» Assigned task: Determine how many lines in the entries below include the word "numbered", and reply with that number alone.

» Data records:
--- START ---

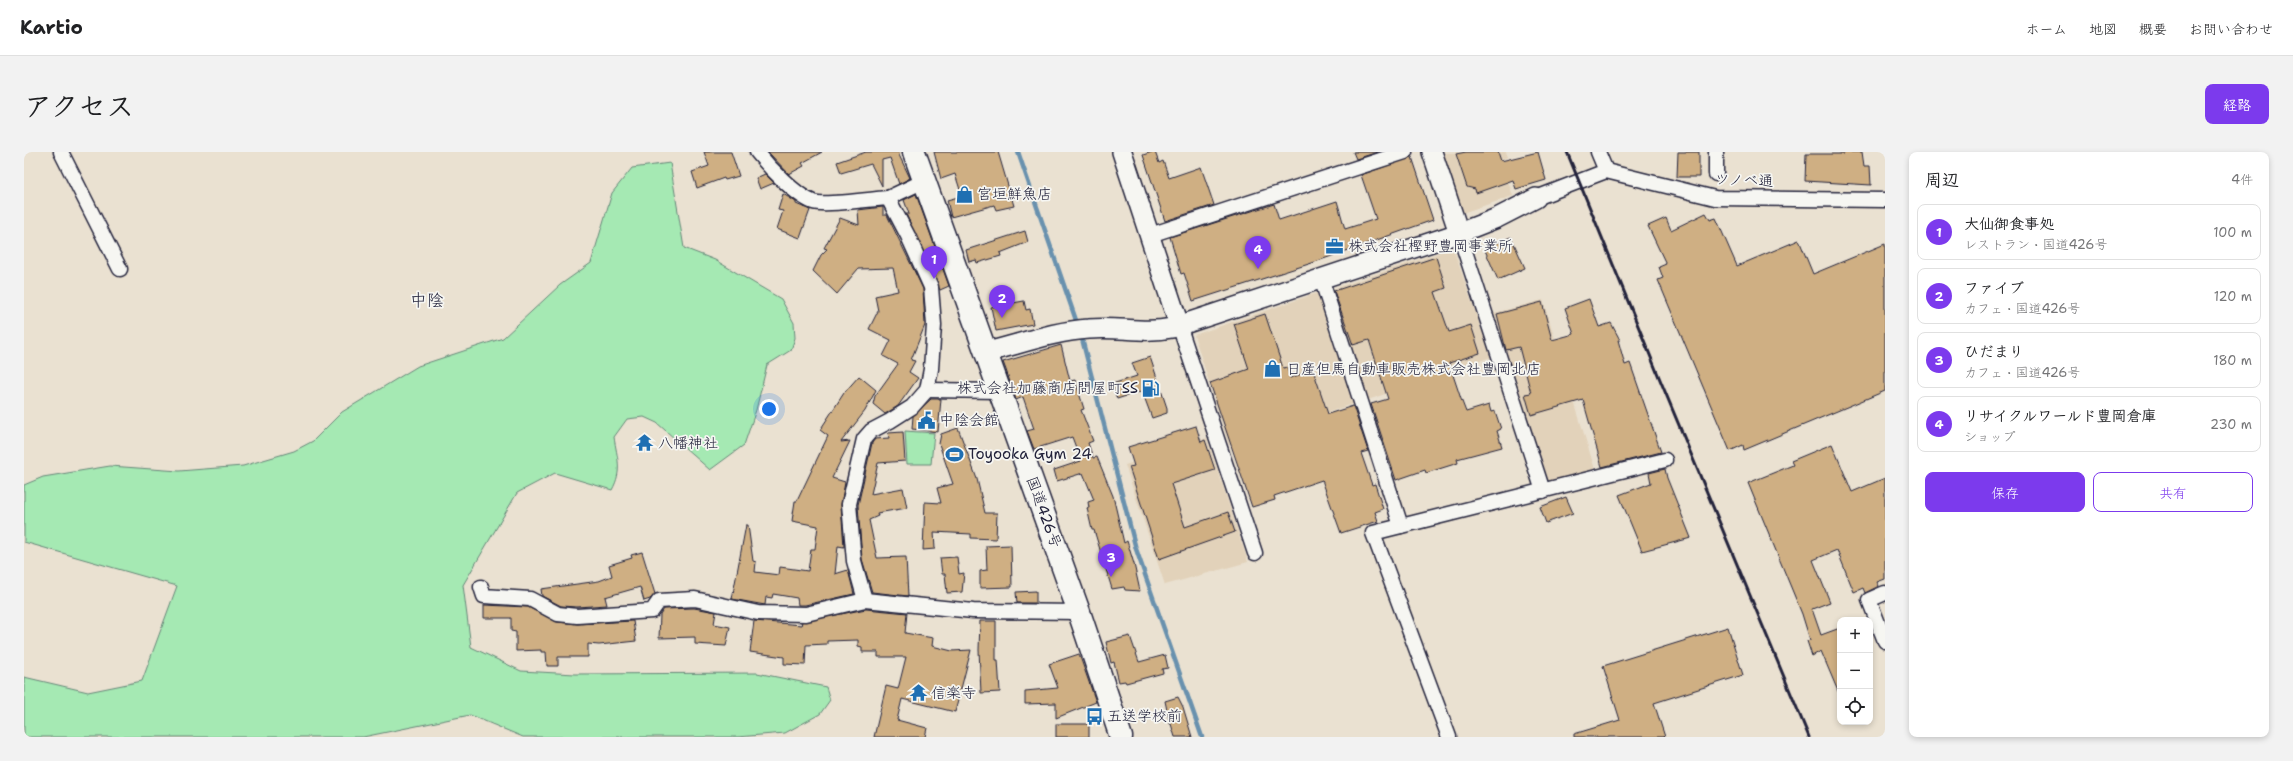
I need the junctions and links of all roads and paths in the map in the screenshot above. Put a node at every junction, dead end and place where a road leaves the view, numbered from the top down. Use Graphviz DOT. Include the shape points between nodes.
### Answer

--- END ---
--- START ---

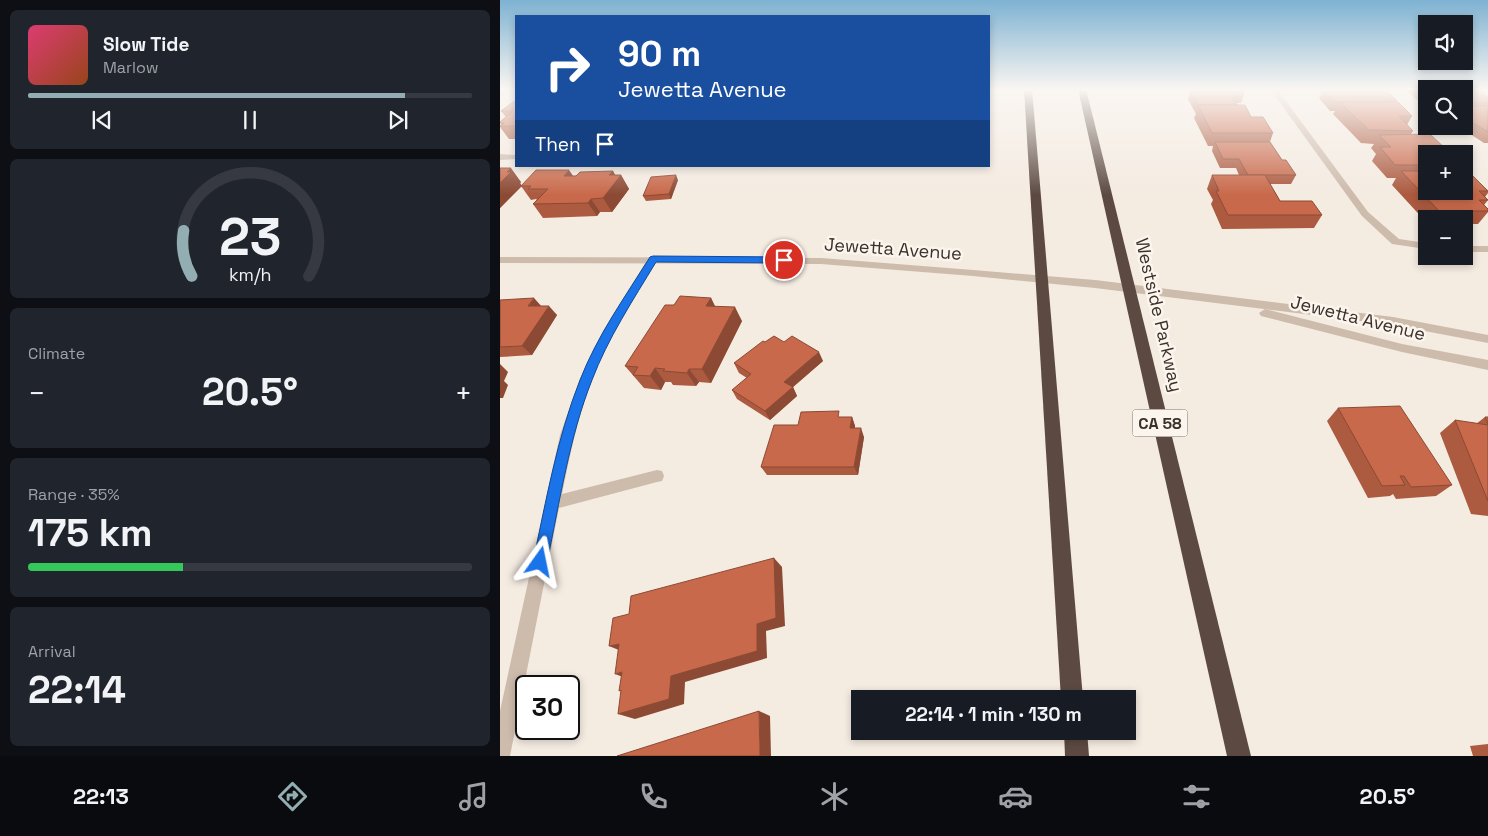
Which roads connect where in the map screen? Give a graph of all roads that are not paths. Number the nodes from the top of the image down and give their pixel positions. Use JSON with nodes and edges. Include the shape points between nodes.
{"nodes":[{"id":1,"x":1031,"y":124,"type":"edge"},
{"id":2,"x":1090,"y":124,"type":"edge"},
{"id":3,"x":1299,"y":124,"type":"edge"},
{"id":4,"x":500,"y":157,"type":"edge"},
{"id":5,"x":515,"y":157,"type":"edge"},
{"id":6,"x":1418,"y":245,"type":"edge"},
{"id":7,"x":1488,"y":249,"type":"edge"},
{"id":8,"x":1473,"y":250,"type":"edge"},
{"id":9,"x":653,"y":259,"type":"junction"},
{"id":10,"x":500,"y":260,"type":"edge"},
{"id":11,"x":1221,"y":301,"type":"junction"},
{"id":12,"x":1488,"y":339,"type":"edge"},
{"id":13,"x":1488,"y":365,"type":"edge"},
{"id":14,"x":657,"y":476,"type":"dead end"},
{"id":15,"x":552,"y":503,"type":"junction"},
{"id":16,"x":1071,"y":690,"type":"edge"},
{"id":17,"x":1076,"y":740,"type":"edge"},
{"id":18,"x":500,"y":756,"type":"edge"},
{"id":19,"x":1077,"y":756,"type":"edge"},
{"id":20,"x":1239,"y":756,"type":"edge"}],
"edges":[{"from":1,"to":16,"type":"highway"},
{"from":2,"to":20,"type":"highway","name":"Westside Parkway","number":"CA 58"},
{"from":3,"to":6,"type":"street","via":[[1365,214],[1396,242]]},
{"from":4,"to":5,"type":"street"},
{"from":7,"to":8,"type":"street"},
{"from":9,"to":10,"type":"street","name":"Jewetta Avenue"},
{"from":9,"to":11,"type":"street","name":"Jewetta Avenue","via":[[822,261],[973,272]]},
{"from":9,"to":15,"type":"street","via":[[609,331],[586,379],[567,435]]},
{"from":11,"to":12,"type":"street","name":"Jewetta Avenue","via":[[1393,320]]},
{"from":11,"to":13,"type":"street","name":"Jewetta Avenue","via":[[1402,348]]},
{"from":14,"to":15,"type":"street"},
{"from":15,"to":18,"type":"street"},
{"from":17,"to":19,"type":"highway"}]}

--- END ---
--- START ---

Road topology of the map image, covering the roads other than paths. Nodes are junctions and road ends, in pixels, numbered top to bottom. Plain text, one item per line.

--- END ---

» Solution to the problem: 2